#### [EXERCISE INSTRUCTIONS]
Reproduce the data in full, exactly.

#### [DATASET RECORDS]
- - - - -

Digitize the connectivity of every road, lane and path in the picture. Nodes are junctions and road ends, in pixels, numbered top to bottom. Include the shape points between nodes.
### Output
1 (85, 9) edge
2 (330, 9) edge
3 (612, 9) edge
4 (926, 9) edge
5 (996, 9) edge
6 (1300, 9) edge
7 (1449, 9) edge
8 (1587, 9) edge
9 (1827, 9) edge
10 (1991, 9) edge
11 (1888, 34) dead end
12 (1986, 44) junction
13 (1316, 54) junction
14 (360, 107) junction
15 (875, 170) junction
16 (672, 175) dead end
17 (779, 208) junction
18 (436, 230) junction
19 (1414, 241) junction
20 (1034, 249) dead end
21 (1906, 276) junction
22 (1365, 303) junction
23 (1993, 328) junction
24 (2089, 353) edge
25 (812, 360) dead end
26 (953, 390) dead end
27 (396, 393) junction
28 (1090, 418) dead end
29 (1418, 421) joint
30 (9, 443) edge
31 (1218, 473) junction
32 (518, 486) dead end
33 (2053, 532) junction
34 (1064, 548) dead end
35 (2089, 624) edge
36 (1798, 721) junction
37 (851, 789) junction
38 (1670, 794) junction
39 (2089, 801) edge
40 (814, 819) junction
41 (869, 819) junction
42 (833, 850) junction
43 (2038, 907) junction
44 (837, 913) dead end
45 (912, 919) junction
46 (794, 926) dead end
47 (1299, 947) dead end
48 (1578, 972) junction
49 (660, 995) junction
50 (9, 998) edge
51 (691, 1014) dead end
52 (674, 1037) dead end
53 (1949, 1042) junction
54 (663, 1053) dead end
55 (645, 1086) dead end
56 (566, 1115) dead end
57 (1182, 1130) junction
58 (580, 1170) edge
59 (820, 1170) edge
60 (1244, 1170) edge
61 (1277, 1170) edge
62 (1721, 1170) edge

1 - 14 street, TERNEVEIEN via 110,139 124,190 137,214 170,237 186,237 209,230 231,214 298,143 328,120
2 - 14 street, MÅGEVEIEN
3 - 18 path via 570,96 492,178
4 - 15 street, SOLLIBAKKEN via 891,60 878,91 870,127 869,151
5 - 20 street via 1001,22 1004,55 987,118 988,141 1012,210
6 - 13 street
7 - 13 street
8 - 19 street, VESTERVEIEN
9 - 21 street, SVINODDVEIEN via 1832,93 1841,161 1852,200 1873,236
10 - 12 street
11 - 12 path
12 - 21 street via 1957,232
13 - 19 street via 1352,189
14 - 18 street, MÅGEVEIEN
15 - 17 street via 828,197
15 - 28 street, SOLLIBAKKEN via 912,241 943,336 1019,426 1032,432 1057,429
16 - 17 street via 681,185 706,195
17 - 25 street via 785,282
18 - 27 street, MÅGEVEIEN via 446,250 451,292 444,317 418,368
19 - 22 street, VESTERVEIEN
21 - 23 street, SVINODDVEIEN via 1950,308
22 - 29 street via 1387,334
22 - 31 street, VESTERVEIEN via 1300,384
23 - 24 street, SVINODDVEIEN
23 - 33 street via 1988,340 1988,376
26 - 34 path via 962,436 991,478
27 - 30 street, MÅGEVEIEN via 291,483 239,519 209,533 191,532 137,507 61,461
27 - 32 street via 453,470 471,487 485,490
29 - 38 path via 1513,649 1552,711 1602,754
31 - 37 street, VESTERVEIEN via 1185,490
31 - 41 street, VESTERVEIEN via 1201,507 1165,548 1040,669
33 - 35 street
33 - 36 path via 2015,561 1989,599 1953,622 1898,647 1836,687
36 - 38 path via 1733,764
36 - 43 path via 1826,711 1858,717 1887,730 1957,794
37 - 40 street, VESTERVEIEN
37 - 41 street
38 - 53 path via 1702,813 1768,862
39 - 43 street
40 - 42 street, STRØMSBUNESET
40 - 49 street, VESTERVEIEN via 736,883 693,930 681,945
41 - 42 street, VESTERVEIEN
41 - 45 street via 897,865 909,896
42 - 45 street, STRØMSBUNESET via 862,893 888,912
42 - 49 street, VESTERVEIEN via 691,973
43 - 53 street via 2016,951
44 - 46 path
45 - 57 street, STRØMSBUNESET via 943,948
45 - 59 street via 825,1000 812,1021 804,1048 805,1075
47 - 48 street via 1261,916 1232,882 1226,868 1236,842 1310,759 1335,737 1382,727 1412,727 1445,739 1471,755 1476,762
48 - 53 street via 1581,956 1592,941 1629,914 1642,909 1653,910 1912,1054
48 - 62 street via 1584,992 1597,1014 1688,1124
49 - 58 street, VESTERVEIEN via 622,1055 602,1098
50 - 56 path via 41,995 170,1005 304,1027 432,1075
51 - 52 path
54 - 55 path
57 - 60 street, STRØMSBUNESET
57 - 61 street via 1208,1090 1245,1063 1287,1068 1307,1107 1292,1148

- - - - -

#### [SOLUTION TO THIS EXERCISE]
Digitize the connectivity of every road, lane and path in the picture. Nodes are junctions and road ends, in pixels, numbered top to bottom. Include the shape points between nodes.
### Output
1 (85, 9) edge
2 (330, 9) edge
3 (612, 9) edge
4 (926, 9) edge
5 (996, 9) edge
6 (1300, 9) edge
7 (1449, 9) edge
8 (1587, 9) edge
9 (1827, 9) edge
10 (1991, 9) edge
11 (1888, 34) dead end
12 (1986, 44) junction
13 (1316, 54) junction
14 (360, 107) junction
15 (875, 170) junction
16 (672, 175) dead end
17 (779, 208) junction
18 (436, 230) junction
19 (1414, 241) junction
20 (1034, 249) dead end
21 (1906, 276) junction
22 (1365, 303) junction
23 (1993, 328) junction
24 (2089, 353) edge
25 (812, 360) dead end
26 (953, 390) dead end
27 (396, 393) junction
28 (1090, 418) dead end
29 (1418, 421) joint
30 (9, 443) edge
31 (1218, 473) junction
32 (518, 486) dead end
33 (2053, 532) junction
34 (1064, 548) dead end
35 (2089, 624) edge
36 (1798, 721) junction
37 (851, 789) junction
38 (1670, 794) junction
39 (2089, 801) edge
40 (814, 819) junction
41 (869, 819) junction
42 (833, 850) junction
43 (2038, 907) junction
44 (837, 913) dead end
45 (912, 919) junction
46 (794, 926) dead end
47 (1299, 947) dead end
48 (1578, 972) junction
49 (660, 995) junction
50 (9, 998) edge
51 (691, 1014) dead end
52 (674, 1037) dead end
53 (1949, 1042) junction
54 (663, 1053) dead end
55 (645, 1086) dead end
56 (566, 1115) dead end
57 (1182, 1130) junction
58 (580, 1170) edge
59 (820, 1170) edge
60 (1244, 1170) edge
61 (1277, 1170) edge
62 (1721, 1170) edge

1 - 14 street, TERNEVEIEN via 110,139 124,190 137,214 170,237 186,237 209,230 231,214 298,143 328,120
2 - 14 street, MÅGEVEIEN
3 - 18 path via 570,96 492,178
4 - 15 street, SOLLIBAKKEN via 891,60 878,91 870,127 869,151
5 - 20 street via 1001,22 1004,55 987,118 988,141 1012,210
6 - 13 street
7 - 13 street
8 - 19 street, VESTERVEIEN
9 - 21 street, SVINODDVEIEN via 1832,93 1841,161 1852,200 1873,236
10 - 12 street
11 - 12 path
12 - 21 street via 1957,232
13 - 19 street via 1352,189
14 - 18 street, MÅGEVEIEN
15 - 17 street via 828,197
15 - 28 street, SOLLIBAKKEN via 912,241 943,336 1019,426 1032,432 1057,429
16 - 17 street via 681,185 706,195
17 - 25 street via 785,282
18 - 27 street, MÅGEVEIEN via 446,250 451,292 444,317 418,368
19 - 22 street, VESTERVEIEN
21 - 23 street, SVINODDVEIEN via 1950,308
22 - 29 street via 1387,334
22 - 31 street, VESTERVEIEN via 1300,384
23 - 24 street, SVINODDVEIEN
23 - 33 street via 1988,340 1988,376
26 - 34 path via 962,436 991,478
27 - 30 street, MÅGEVEIEN via 291,483 239,519 209,533 191,532 137,507 61,461
27 - 32 street via 453,470 471,487 485,490
29 - 38 path via 1513,649 1552,711 1602,754
31 - 37 street, VESTERVEIEN via 1185,490
31 - 41 street, VESTERVEIEN via 1201,507 1165,548 1040,669
33 - 35 street
33 - 36 path via 2015,561 1989,599 1953,622 1898,647 1836,687
36 - 38 path via 1733,764
36 - 43 path via 1826,711 1858,717 1887,730 1957,794
37 - 40 street, VESTERVEIEN
37 - 41 street
38 - 53 path via 1702,813 1768,862
39 - 43 street
40 - 42 street, STRØMSBUNESET
40 - 49 street, VESTERVEIEN via 736,883 693,930 681,945
41 - 42 street, VESTERVEIEN
41 - 45 street via 897,865 909,896
42 - 45 street, STRØMSBUNESET via 862,893 888,912
42 - 49 street, VESTERVEIEN via 691,973
43 - 53 street via 2016,951
44 - 46 path
45 - 57 street, STRØMSBUNESET via 943,948
45 - 59 street via 825,1000 812,1021 804,1048 805,1075
47 - 48 street via 1261,916 1232,882 1226,868 1236,842 1310,759 1335,737 1382,727 1412,727 1445,739 1471,755 1476,762
48 - 53 street via 1581,956 1592,941 1629,914 1642,909 1653,910 1912,1054
48 - 62 street via 1584,992 1597,1014 1688,1124
49 - 58 street, VESTERVEIEN via 622,1055 602,1098
50 - 56 path via 41,995 170,1005 304,1027 432,1075
51 - 52 path
54 - 55 path
57 - 60 street, STRØMSBUNESET
57 - 61 street via 1208,1090 1245,1063 1287,1068 1307,1107 1292,1148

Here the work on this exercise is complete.